Would introducing the checklist to rule out pregnancy have a long-term impact on fertility rates in Kenya? This is far more difficult to demonstrate. Nonetheless, the checklist's simplicity, low cost, and short-term effect on provision of contraceptives in Kenya qualify it as an intervention likely to yield good value for money. Follow-up research in each of the settings where the checklist has been disseminated and adopted would clarify whether its effects there were similar to those observed in Kenya. Indeed, such research conducted by FHI in Senegal and Guatemala has yielded preliminary data showing marked declines in refusals to provide contraceptives to nonmenstruating family planning clients in clinics after the checklist became available there. But because the costs of replicating such research may outweigh its benefits, FHI has also chosen to simply distribute a follow-up questionnaire to those who requested the checklist for use in their programs.
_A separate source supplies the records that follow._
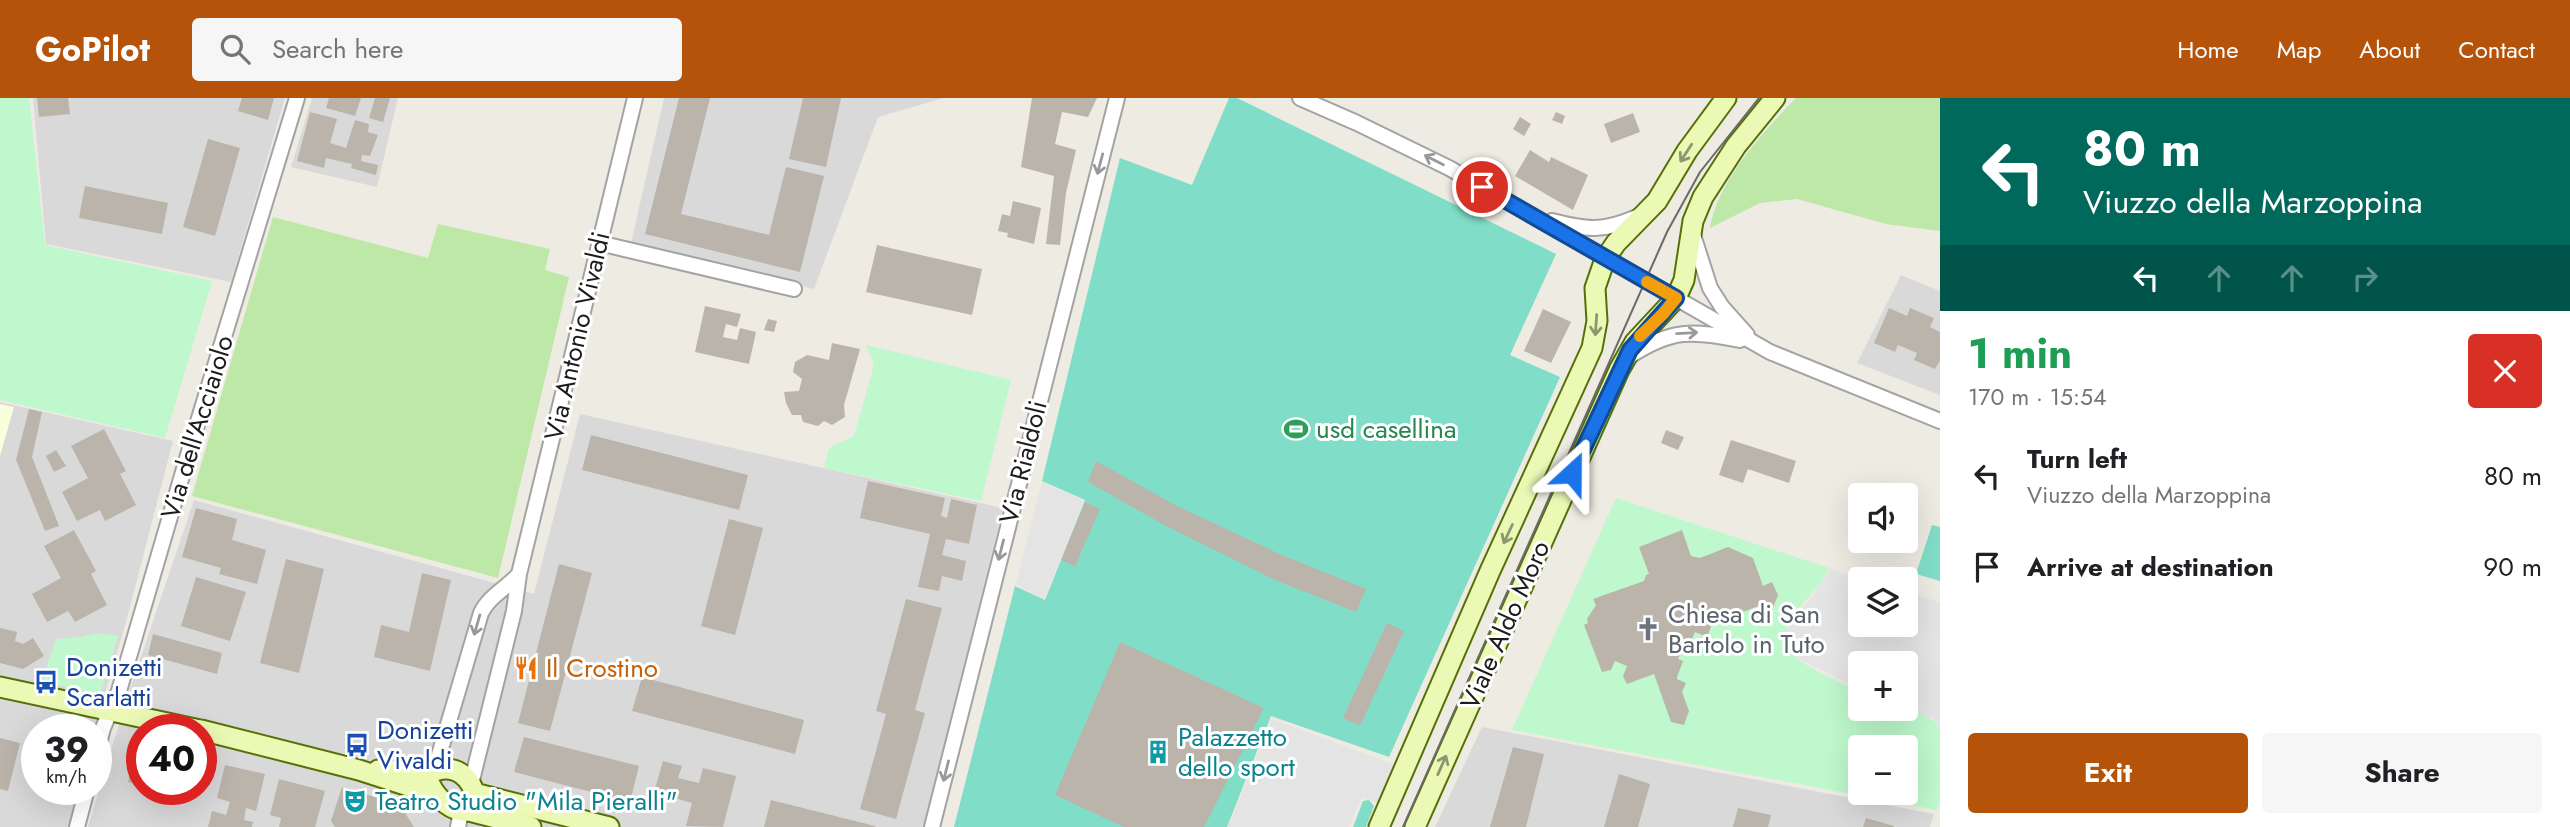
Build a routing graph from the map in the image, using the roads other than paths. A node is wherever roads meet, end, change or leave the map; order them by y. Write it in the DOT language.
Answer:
graph roads {
  1 [pos="297,98"];
  2 [pos="635,98"];
  3 [pos="1117,98"];
  4 [pos="1300,98"];
  5 [pos="1726,98"];
  6 [pos="1775,98"];
  7 [pos="1648,212"];
  8 [pos="1537,217"];
  9 [pos="1691,230"];
  10 [pos="599,243"];
  11 [pos="1605,259"];
  12 [pos="794,289"];
  13 [pos="1676,298"];
  14 [pos="1755,344"];
  15 [pos="1625,359"];
  16 [pos="1940,421"];
  17 [pos="519,574"];
  18 [pos="502,591"];
  19 [pos="514,611"];
  20 [pos="0,687"];
  21 [pos="111,709"];
  22 [pos="109,714"];
  23 [pos="132,714"];
  24 [pos="217,734"];
  25 [pos="359,770"];
  26 [pos="434,772"];
  27 [pos="436,795"];
  28 [pos="83,805"];
  29 [pos="467,805"];
  30 [pos="77,827"];
  31 [pos="531,827"];
  32 [pos="609,827"];
  33 [pos="932,827"];
  34 [pos="1379,827"];
  35 [pos="1415,827"];
  1 -- 21 [label="street, Via dell'Acciaiolo"];
  2 -- 10 [label="street, Via Antonio Vivaldi"];
  3 -- 33 [label="street, Via Rialdoli, one-way"];
  8 -- 4 [label="street, one-way"];
  5 -- 7 [label="street, Viale Aldo Moro, one-way"];
  6 -- 9 [label="street, Viale Aldo Moro"];
  7 -- 8 [label="street"];
  7 -- 11 [label="street, Viale Aldo Moro"];
  8 -- 11 [label="street"];
  9 -- 13 [label="street, Viale Aldo Moro"];
  9 -- 14 [label="street"];
  10 -- 12 [label="street"];
  10 -- 17 [label="street, Via Antonio Vivaldi"];
  11 -- 13 [label="street"];
  11 -- 34 [label="street, Viale Aldo Moro, one-way"];
  13 -- 14 [label="street"];
  13 -- 15 [label="street, Viale Aldo Moro"];
  15 -- 14 [label="street, one-way"];
  14 -- 16 [label="street"];
  35 -- 15 [label="street, Viale Aldo Moro, one-way"];
  17 -- 18 [label="street"];
  17 -- 19 [label="street, Via Antonio Vivaldi"];
  18 -- 19 [label="street"];
  18 -- 26 [label="street, one-way"];
  19 -- 29 [label="street, Via Antonio Vivaldi"];
  20 -- 21 [label="street"];
  21 -- 22 [label="street, Via dell'Acciaiolo"];
  21 -- 23 [label="street"];
  24 -- 25 [label="street"];
  25 -- 26 [label="street"];
  25 -- 27 [label="street"];
  26 -- 27 [label="street"];
  26 -- 29 [label="street"];
  27 -- 29 [label="street"];
  28 -- 30 [label="street"];
  29 -- 31 [label="street"];
  29 -- 32 [label="street"];
}
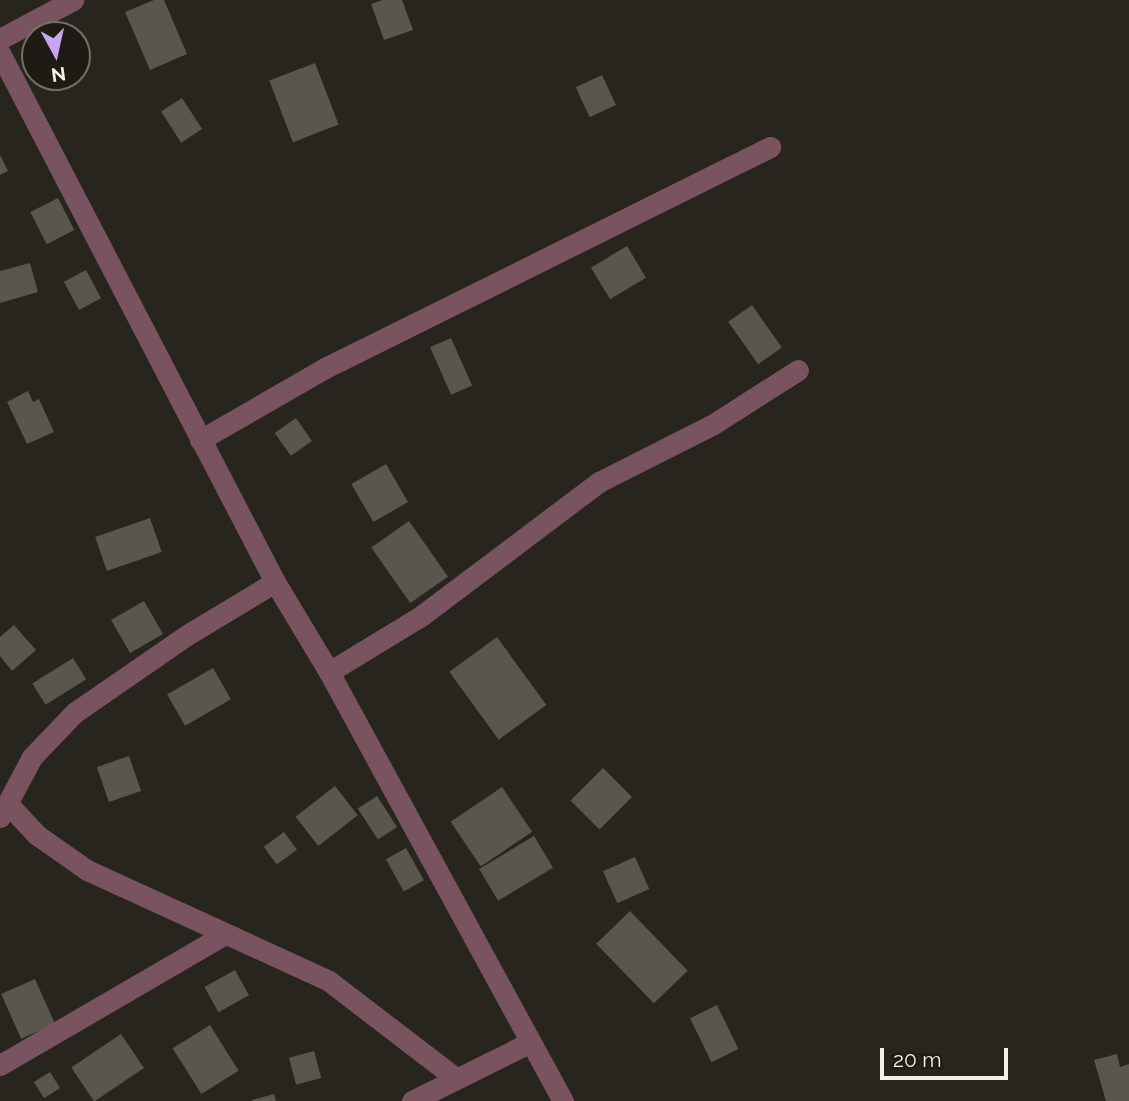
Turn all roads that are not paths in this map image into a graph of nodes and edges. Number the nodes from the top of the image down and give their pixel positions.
1 (73, 0) edge
2 (0, 39) edge
3 (0, 52) edge
4 (770, 147) dead end
5 (798, 370) dead end
6 (200, 440) junction
7 (275, 582) junction
8 (329, 672) junction
9 (4, 811) edge
10 (223, 935) junction
11 (529, 1043) junction
12 (0, 1065) edge
13 (454, 1077) junction
14 (412, 1101) edge
15 (563, 1101) edge

1 - 2 street
3 - 6 street
4 - 6 street
5 - 8 street
6 - 7 street
7 - 8 street
7 - 9 street
8 - 11 street
9 - 10 street
10 - 12 street
10 - 13 street
11 - 13 street
11 - 15 street
13 - 14 street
This will help document the extent to which the checklist has been used, accepted, and shared. It should also clarify the checklist's usefulness in these settings.

The findings generated by this questionnaire will not determine the long-term, broader impact of the checklist. But relatively simple findings like these are often what most helps program planners and policy-makers assess the value of research findings, ultimately clarifying the answer to the question of "So what?" and facilitating movement of research into practice.

References

  1. Bertrand J, Magnani R, Knowles J. Handbook of Indicators for Family Planning Program Evaluation. Chapel Hill, NC: The Evaluation Project, 1994.
  2. Stanback J, Qureshi Z, Sekadde-Kigondu C, et al. Checklist for ruling out pregnancy among family-planning clients in primary care [letter]. Lancet 1999;354(9178):566-67.
  3. Stanback J, Brechin SJG, Lynam P, et al. The Effectiveness of National Dissemination of Updated Reproductive Health/Family Planning Guidelines in Kenya. Final Report. Research Triangle Park, NC: Family Health International, 2001.